The good news is corn may be approaching multi-year highs, the bad news it, you probably won’t have much of it to sell if the current harvest reports are to be believed. Dewey Strickler explains as he analysis the week’s activity from the CBOT and what it means for the nation’s farmers.
Exuberance in corn abounds from expectations that yields will fall near 160 bpa causing 2010-11 ending stocks to drop below 1.0 BB. While this creates an optimistic price outlook, we must remember that the combined long position of the trend following and index funds stands at a record 4.140 BB, or one-third of production. This position is larger than the one they held when corn was trading at $7.50 in 2008. If you recall, when the wheel fell off back then, prices fell over $3.00. In other developments, harvest is 11 percent complete compared to the average of 6 percent. Export inspections were in line with estimates at 36.3 MB.
Since bottoming at 415.25 in August, December corn has risen 20 percent to 498.5. This is near psychological resistance at 500 and a technical target at 505. A secondary target is at 520. Be alert for an intermediate-term top that could occur next week. Support is likely on a pullback to 475. Longer term, the trend is higher. Cycle analysis points to a top ending the rally from the contract low at 343.25 to develop the second week of October.
Be forewarned that when prices peak, the chances are that it will be a multi-month or multi-year high. Next week, the odds are 80 percent that December futures will be lower.
World soybean stocks are ample, but the market is underpinned from strength in corn and expectations of improving demand, especially from China. However, traders are bullish and this suggests that the market will need a continuous input of friendly news to feed their appetite. Eventually, the length of their position will pose a challenge for prices.
In other developments, the crop ratings fell one point to 63 percent in good-to excellent condition and are five points below a year ago. Thirty-eight percent of the crop is dropping leaves, which is ahead of the average of 30 percent.
November soybeans fell to 1022.75 on Monday, which probably ended the pullback from last week’s high at 1057. However, if 1022.75 fails, there could be a test of the low at 993.5 again. Unless we close below this level, the longer-term trend is higher. Cycle analysis points to a top occurring during later next week, although it may the second week of October.
Be advised that this could be a multi-month or a multi-year high. Next week, the odds are 70 percent that November futures will be lower.

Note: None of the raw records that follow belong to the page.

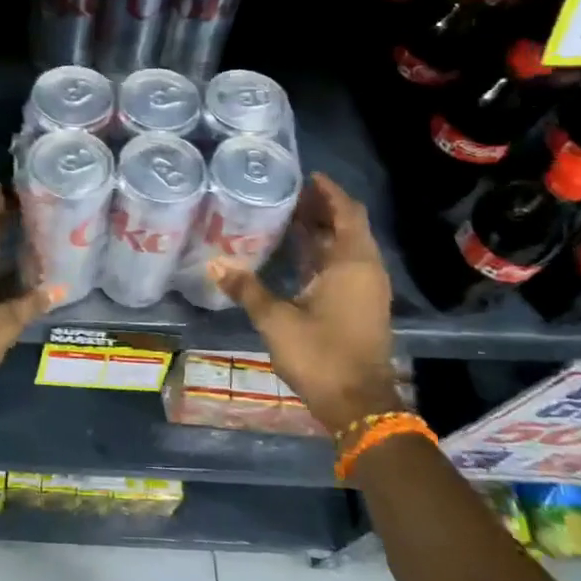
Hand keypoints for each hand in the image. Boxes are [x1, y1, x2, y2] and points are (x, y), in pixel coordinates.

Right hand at [210, 172, 401, 435]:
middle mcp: (365, 270)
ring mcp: (366, 290)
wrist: (359, 405)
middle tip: (287, 194)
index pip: (346, 212)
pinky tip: (296, 255)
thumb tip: (214, 263)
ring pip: (346, 248)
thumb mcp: (276, 320)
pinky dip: (324, 254)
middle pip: (347, 226)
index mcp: (352, 263)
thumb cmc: (320, 354)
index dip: (328, 192)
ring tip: (287, 217)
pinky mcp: (361, 307)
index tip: (305, 176)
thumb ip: (247, 288)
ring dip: (322, 231)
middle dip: (321, 209)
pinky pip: (344, 266)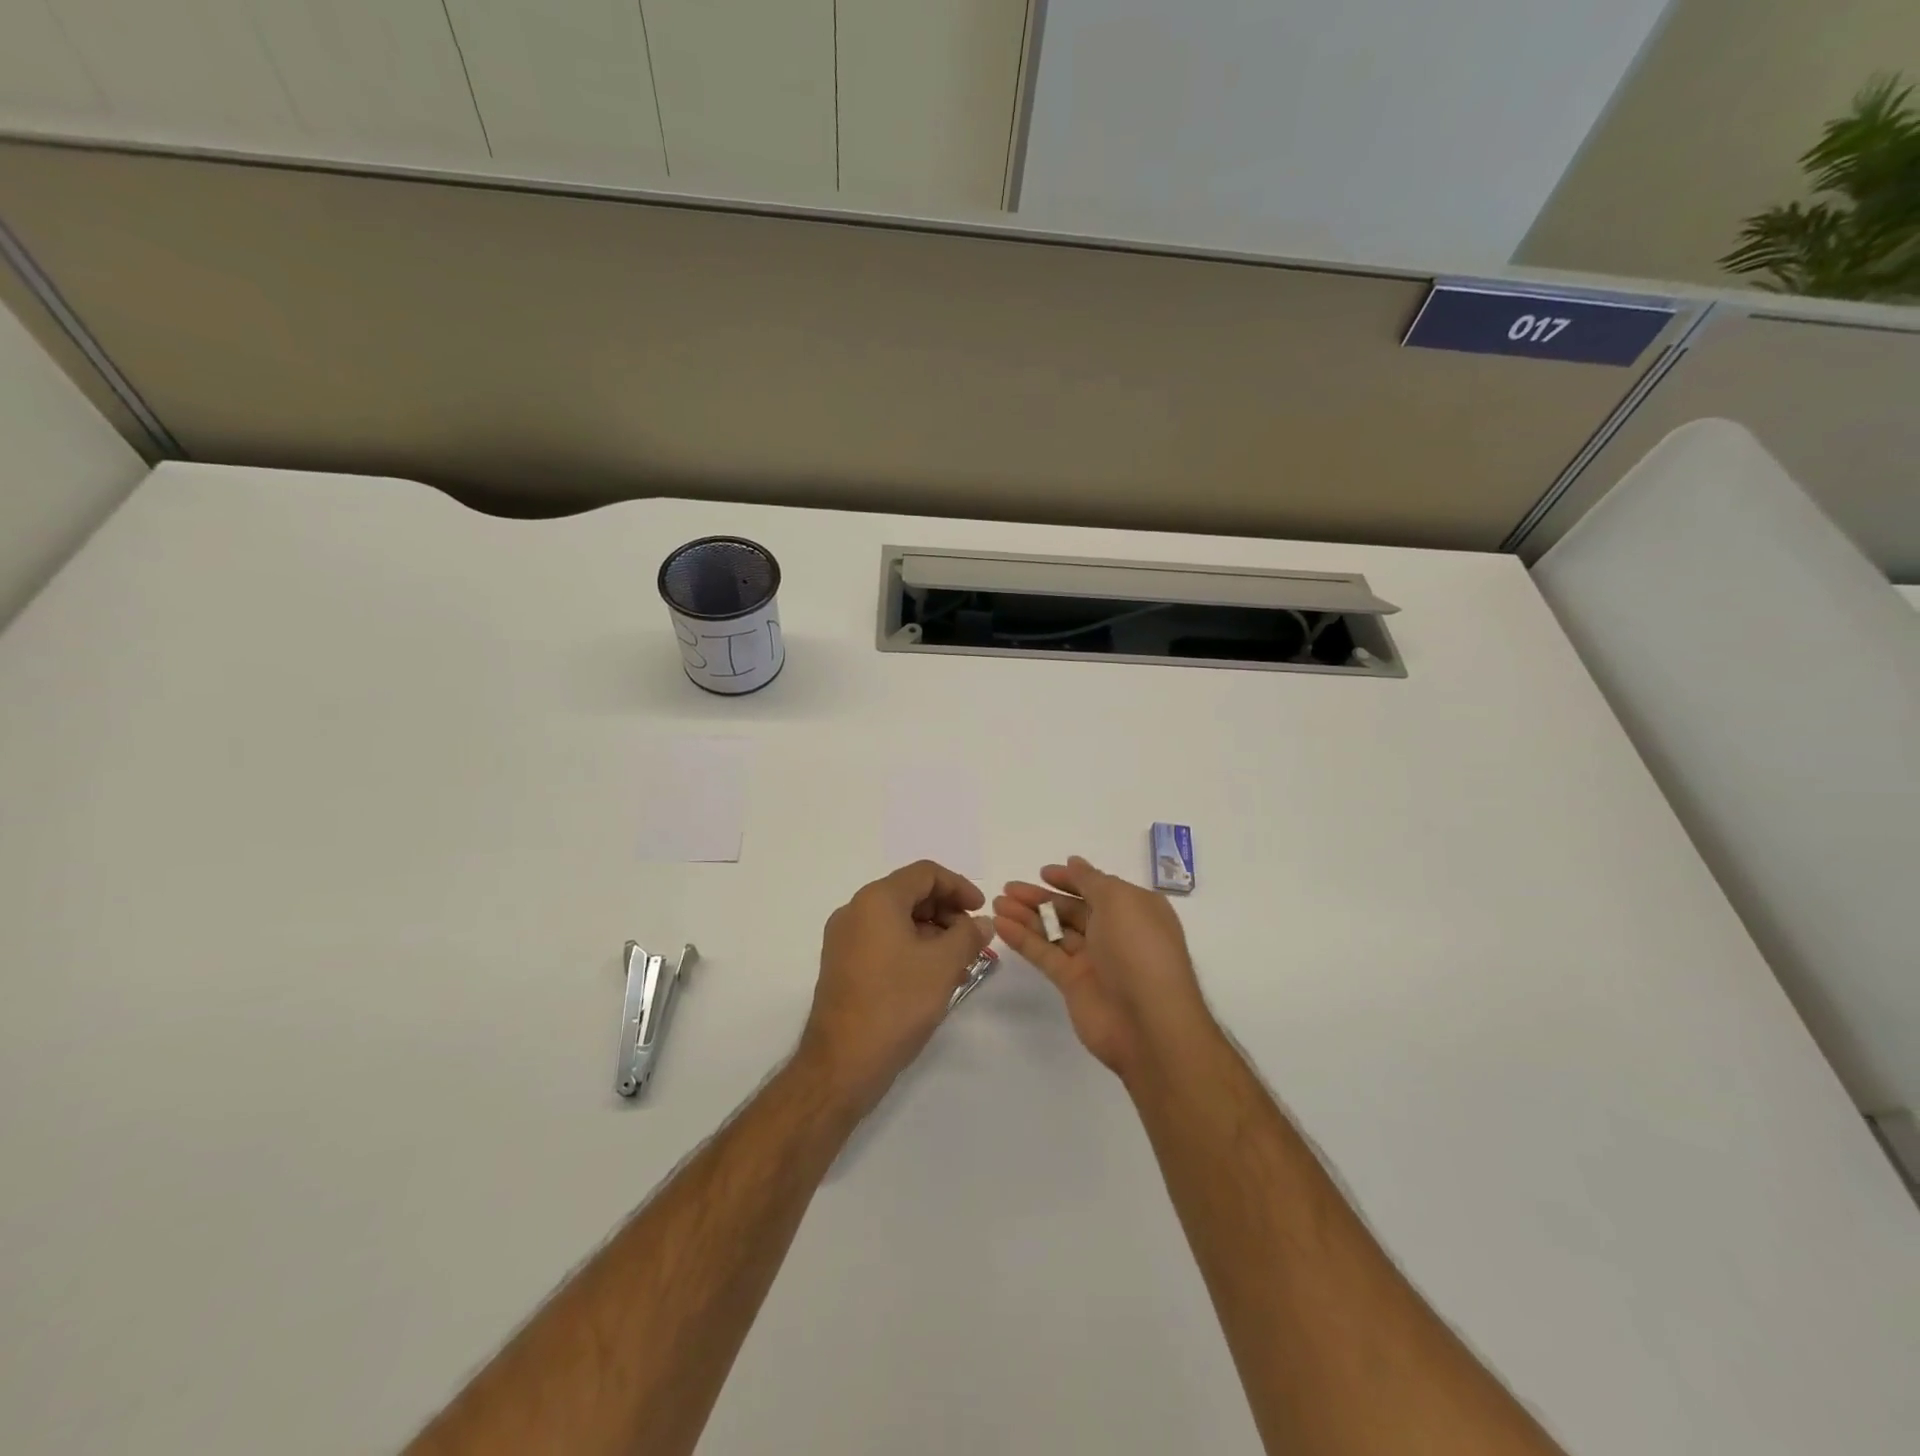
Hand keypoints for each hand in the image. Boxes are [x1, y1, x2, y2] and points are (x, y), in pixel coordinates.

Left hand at [799, 860, 991, 1114]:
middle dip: (946, 911)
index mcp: (876, 900)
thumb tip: (981, 922)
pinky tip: (932, 976)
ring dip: (931, 932)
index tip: (981, 912)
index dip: (959, 886)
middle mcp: (855, 911)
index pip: (925, 873)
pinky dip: (911, 947)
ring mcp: (844, 939)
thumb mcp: (943, 965)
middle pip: (909, 893)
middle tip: (973, 939)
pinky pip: (883, 941)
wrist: (842, 1063)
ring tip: (959, 962)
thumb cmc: (896, 1004)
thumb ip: (968, 935)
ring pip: (897, 919)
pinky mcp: (842, 965)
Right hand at [993, 856, 1211, 1080]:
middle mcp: (1114, 932)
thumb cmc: (1139, 948)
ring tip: (996, 903)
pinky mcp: (1073, 983)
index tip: (1042, 872)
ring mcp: (1093, 960)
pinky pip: (1045, 955)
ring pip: (1054, 931)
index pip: (1097, 888)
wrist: (1148, 1022)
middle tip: (1008, 887)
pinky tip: (1000, 925)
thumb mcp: (1119, 901)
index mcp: (1134, 910)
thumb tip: (1075, 863)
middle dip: (1040, 897)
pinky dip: (1023, 940)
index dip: (1070, 879)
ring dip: (1026, 915)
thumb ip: (1091, 880)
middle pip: (1071, 909)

News in wheat is mixed. Production cuts in Russia and dryness hampering planting this fall’s crop are supportive. Meanwhile, Australia’s production has been raised to 25 million tons and Egypt cancelled some purchases of U.S. wheat this week, which caused a decline on Thursday.
In the U.S., 83 percent of the wheat crop has been cut, which is below the average of 91 percent. December wheat peaked at 754.5 on Monday and should encounter support near 700. However, we could test the August low or fall slightly below it. Since peaking in early August at 868, the market has been undergoing a correction that is developing into a complex sideward pattern. When it will end cannot yet be determined.
Once prices become oversold and the correction is complete, a rebound to around 780 could occur. Meanwhile, the bulls are running and if they can maintain control, they should test prices above 900.